Ho visto un re

La recensione di Ho visto un re, di Giorgio Farina, a cura di Ignazio Senatore.

E’ una ventata d’aria fresca, il delizioso Ho visto un re, diretto da Giorgia Farina. Dopo il fulminante esordio con Amiche da morire (2013) e. i successivi Ho ucciso Napoleone (2015) e Guida romantica a posti perduti (2020), la regista romana fa centro con questa fiaba gustosa e divertente, ambientata nel 1936 a Roccasecca, in piena Campagna etiopica. Emilio (Marco Fiore), un bambino, vorace lettore delle avventure di Sandokan, la tigre della Malesia, è figlio di Marcello (Edoardo Pesce), podestà fascista del paese, sposato con Regina (Sara Serraiocco), inquieta pittrice. Quando a Roccasecca giunge Abraham Imirrù (Gabriel Gougsa), un principe etiope, catturato e preso in ostaggio, per la fervida immaginazione di Emilio, è la conferma dell’esistenza del suo eroe letterario. Considerato da Marcello un selvaggio pericoloso, Abraham è collocato in una voliera del suo giardino, al posto di un pavone. A differenza degli adulti, Emilio non è spaventato dalla presenza del principe ma, all’opposto, di nascosto dal padre, solidarizza con lui, lo protegge e gli porta del cibo. Grazie agli insegnamenti di Fausto (Lino Musella), lo zio progressista e antifascista, Emilio prende sempre più le distanze dal padre che, con scarso successo, prova a educarlo come un perfetto balilla. L’entrata in campo di Gemma (Blu Yoshimi), maestrina che piange Marzio, il fidanzato morto in Etiopia, e dello spaccone e cinico federale Trocca (Gaetano Bruno) rendono ancora più frizzante la vicenda.

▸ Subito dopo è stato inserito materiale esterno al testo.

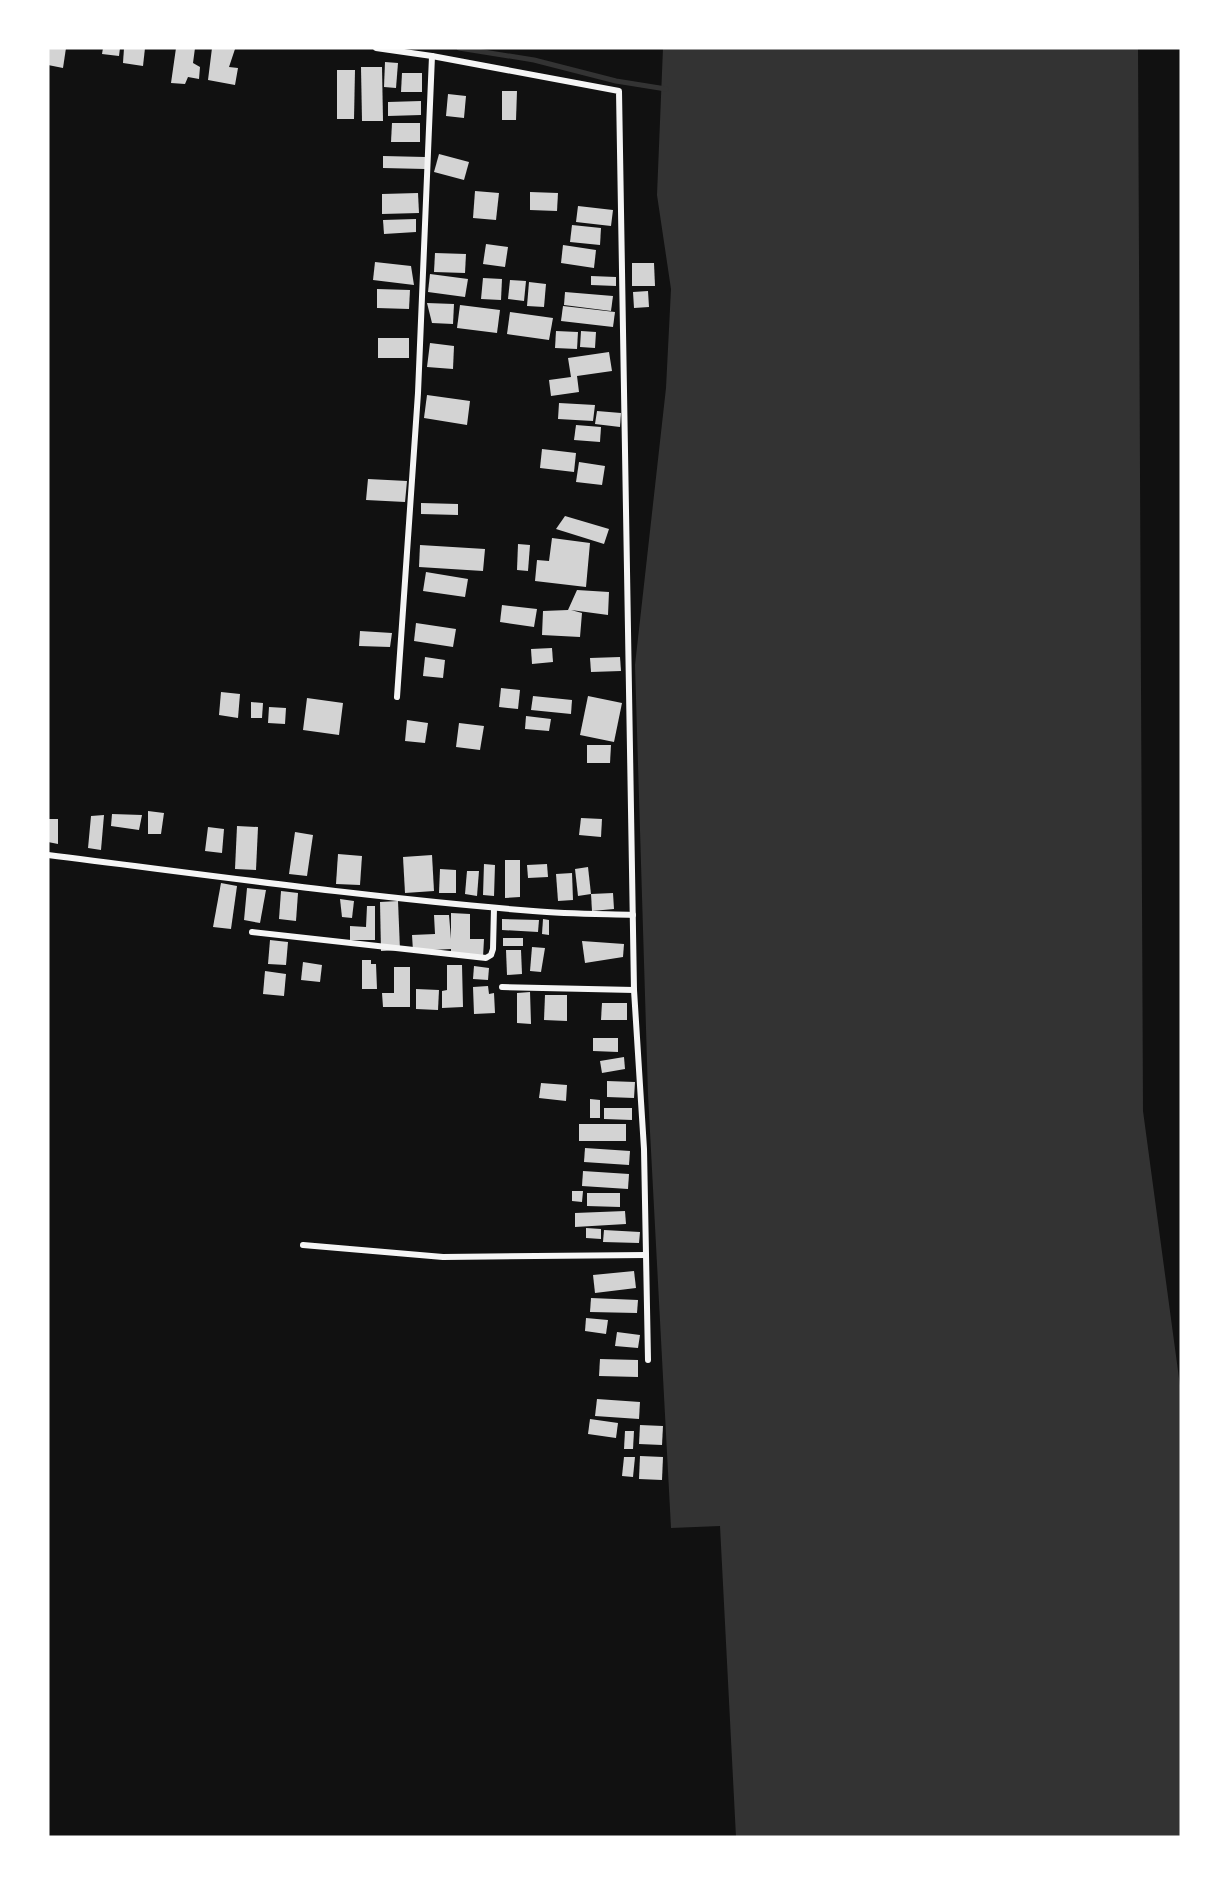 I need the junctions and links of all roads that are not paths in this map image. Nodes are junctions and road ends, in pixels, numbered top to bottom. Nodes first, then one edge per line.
1 (376, 48) edge
2 (432, 56) junction
3 (397, 697) dead end
4 (48, 855) edge
5 (494, 908) junction
6 (633, 915) junction
7 (252, 932) dead end
8 (502, 987) dead end
9 (634, 990) junction
10 (303, 1245) dead end
11 (646, 1255) junction
12 (648, 1360) dead end

1 - 2 street
2 - 3 street
2 - 6 street
4 - 5 street
5 - 6 street
5 - 7 street
6 - 9 street
8 - 9 street
9 - 11 street
10 - 11 street
11 - 12 street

Farina utilizza un consolidato clichè narrativo e, per affrontare i temi che riguardano l’attualità. ambienta la narrazione nel ’36. In questa favola, con garbo e con una dose di sferzante ironia, la regista affronta il tema del razzismo, dell’omosessualità, della parità dei diritti tra uomo e donna, ridicolizzando, i retorici e anacronistici miti fascisti che imperano, ancora oggi, in certi strati della società odierna. Non solo. Uno dei punti di forza di Ho visto un re e nell’aver riproposto, con sagacia, quell’ampolloso, retorico ed enfatico linguaggio utilizzato dai fascisti al tempo. La regista romana cita il Futurismo e mostra dei filmati di repertorio sulla guerra in Etiopia e sembra voler suggerire che solo lo sguardo innocente di un bambino può salvare l’umanità. In stato di grazia il cast. Sorprendente il piccolo Fiore. Da una storia vera.